● **Exercise description**:
Go line by line through the data below, counting each one that has "Write", and give the final count only.

Saved entries
□ □ □ □
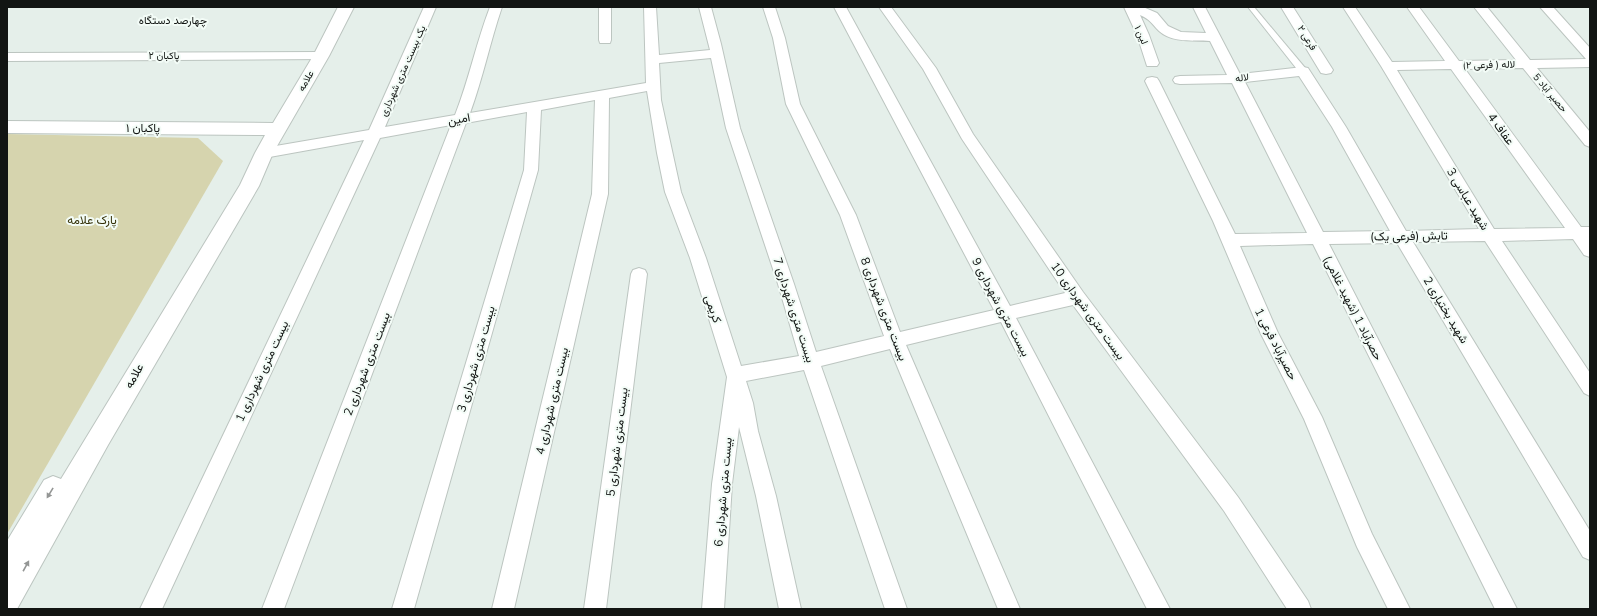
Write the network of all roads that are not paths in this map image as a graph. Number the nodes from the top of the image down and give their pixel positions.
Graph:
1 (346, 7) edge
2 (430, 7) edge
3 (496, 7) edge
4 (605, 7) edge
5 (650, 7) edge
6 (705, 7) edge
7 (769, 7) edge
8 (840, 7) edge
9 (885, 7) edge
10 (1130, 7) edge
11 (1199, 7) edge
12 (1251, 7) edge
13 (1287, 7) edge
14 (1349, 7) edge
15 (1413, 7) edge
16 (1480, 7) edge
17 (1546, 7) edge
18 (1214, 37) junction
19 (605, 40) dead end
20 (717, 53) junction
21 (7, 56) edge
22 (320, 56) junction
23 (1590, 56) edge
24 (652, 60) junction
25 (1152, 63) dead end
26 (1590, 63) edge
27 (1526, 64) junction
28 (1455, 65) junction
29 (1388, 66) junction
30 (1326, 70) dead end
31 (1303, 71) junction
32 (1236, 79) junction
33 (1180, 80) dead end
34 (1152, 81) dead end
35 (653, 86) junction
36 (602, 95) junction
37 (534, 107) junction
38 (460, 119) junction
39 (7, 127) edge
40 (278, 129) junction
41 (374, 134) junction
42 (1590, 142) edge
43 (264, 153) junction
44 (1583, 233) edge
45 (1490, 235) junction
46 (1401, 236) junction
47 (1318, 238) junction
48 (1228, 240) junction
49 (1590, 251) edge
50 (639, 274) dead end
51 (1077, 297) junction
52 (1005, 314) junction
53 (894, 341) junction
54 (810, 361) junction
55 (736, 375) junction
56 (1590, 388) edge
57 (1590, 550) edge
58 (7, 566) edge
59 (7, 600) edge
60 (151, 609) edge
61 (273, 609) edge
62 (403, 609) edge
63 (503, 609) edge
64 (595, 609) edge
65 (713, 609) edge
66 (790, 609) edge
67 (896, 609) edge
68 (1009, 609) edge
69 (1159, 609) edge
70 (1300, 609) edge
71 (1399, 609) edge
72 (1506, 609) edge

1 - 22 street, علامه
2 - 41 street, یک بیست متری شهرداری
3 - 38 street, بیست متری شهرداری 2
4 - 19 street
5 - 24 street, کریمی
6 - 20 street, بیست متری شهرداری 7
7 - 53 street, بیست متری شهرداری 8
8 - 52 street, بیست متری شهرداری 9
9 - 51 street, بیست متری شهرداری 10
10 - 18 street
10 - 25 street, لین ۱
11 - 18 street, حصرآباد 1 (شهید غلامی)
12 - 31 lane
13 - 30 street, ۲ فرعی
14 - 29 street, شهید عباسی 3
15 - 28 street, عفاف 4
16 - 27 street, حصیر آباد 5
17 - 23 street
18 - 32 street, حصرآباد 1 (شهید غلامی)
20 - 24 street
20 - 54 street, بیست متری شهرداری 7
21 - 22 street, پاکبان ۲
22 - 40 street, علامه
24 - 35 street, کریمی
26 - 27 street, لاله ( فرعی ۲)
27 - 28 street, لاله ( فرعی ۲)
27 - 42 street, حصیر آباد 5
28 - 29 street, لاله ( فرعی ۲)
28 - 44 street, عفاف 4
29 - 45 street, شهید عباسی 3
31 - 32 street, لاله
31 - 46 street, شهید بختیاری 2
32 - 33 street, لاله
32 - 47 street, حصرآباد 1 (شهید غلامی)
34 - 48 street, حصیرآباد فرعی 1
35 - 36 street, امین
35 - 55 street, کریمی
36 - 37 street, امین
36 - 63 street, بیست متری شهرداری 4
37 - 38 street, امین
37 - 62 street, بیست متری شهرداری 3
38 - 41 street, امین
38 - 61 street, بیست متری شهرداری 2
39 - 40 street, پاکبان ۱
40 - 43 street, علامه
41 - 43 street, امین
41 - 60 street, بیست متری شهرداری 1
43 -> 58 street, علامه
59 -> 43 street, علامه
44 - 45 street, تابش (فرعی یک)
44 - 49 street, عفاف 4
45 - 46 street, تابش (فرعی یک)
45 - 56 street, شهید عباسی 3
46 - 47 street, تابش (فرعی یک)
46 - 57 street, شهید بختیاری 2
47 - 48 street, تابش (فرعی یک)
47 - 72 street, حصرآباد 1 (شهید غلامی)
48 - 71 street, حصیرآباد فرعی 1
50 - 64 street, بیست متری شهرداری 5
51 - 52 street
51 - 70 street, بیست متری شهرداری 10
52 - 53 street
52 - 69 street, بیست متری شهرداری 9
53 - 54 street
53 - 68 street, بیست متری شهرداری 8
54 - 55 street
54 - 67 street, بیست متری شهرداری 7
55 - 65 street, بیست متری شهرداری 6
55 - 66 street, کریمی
□ □ □ □
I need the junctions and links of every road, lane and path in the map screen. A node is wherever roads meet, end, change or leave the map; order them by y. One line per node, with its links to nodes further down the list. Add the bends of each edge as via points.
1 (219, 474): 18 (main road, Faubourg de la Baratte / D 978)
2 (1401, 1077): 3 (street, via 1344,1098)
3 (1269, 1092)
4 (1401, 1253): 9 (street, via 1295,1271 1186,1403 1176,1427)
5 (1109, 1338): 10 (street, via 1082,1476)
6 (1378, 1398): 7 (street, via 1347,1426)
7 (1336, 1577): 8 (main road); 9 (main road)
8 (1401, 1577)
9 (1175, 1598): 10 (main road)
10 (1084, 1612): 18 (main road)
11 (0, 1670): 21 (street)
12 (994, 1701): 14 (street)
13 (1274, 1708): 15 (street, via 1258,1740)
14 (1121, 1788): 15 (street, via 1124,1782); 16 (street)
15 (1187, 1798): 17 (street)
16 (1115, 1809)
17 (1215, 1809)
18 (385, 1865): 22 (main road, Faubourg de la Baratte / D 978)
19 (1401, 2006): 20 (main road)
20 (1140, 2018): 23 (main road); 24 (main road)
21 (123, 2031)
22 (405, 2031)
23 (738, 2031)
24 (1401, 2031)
□ □ □ □
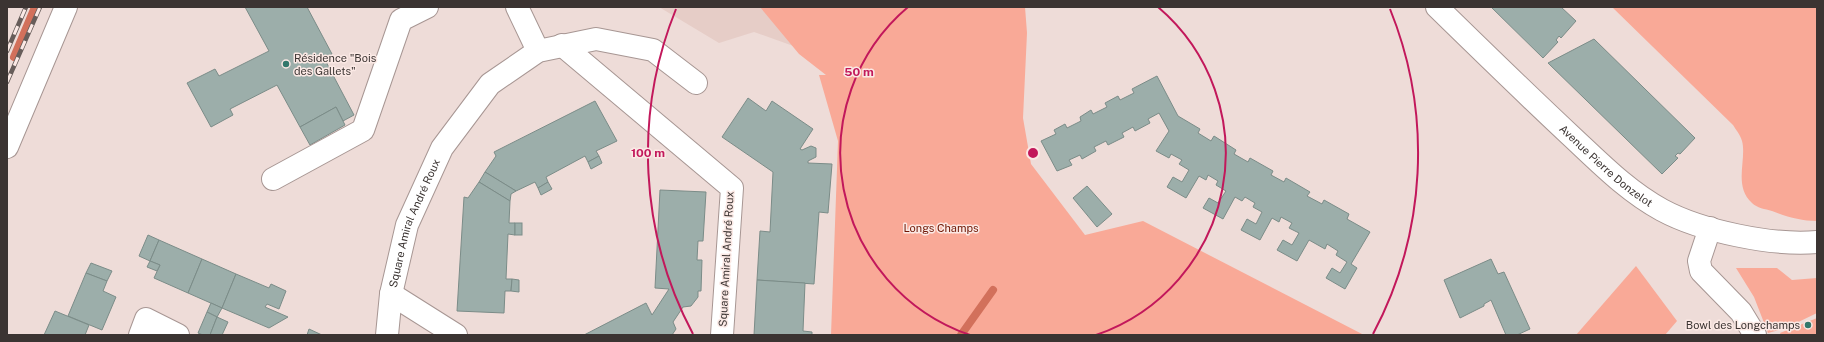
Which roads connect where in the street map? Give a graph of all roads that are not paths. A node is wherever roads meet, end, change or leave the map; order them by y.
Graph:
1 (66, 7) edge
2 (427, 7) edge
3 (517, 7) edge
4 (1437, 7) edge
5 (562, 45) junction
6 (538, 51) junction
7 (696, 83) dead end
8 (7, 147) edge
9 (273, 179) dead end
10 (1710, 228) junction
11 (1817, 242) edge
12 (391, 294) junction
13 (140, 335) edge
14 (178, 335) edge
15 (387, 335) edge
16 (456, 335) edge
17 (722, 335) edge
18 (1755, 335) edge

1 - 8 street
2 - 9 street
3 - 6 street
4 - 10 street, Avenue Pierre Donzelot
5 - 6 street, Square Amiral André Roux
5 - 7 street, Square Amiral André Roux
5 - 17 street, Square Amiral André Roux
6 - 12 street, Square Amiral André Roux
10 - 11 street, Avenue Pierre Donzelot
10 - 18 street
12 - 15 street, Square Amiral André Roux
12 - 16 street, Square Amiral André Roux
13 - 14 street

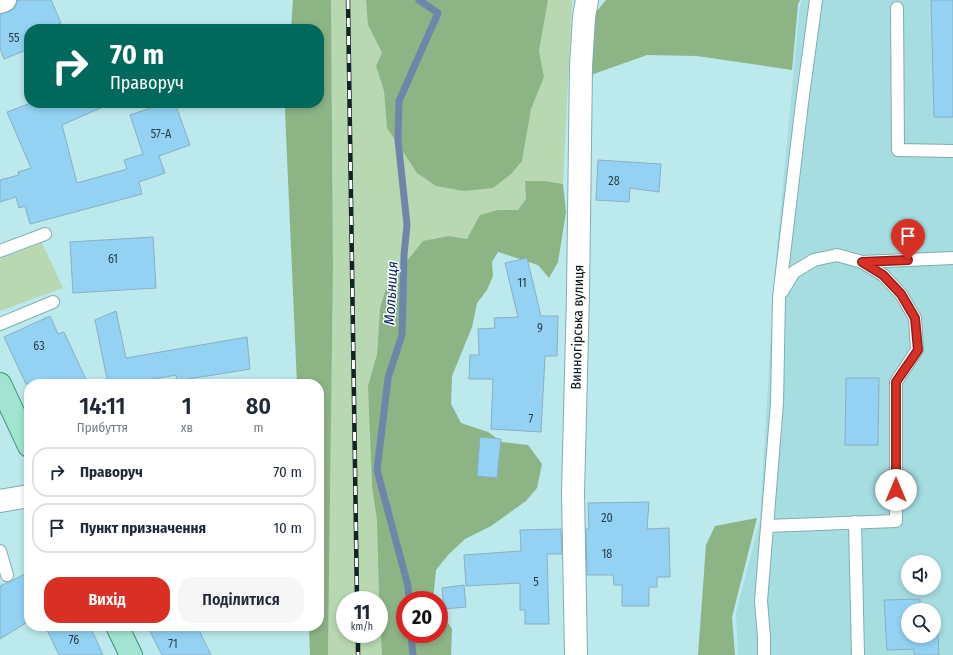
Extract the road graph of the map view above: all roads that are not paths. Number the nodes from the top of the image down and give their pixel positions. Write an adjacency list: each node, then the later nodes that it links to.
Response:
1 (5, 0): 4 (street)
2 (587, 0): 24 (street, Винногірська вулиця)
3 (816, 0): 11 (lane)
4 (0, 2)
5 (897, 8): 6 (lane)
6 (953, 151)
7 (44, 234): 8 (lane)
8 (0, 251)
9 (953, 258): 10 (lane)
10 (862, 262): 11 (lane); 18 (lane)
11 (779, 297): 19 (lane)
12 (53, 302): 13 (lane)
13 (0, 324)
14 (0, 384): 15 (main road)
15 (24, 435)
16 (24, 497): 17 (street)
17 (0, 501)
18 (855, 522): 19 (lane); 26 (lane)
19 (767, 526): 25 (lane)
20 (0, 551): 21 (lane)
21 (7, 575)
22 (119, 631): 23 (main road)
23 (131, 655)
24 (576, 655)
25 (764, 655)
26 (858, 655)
□ □ □ □
● **Your solution**:
2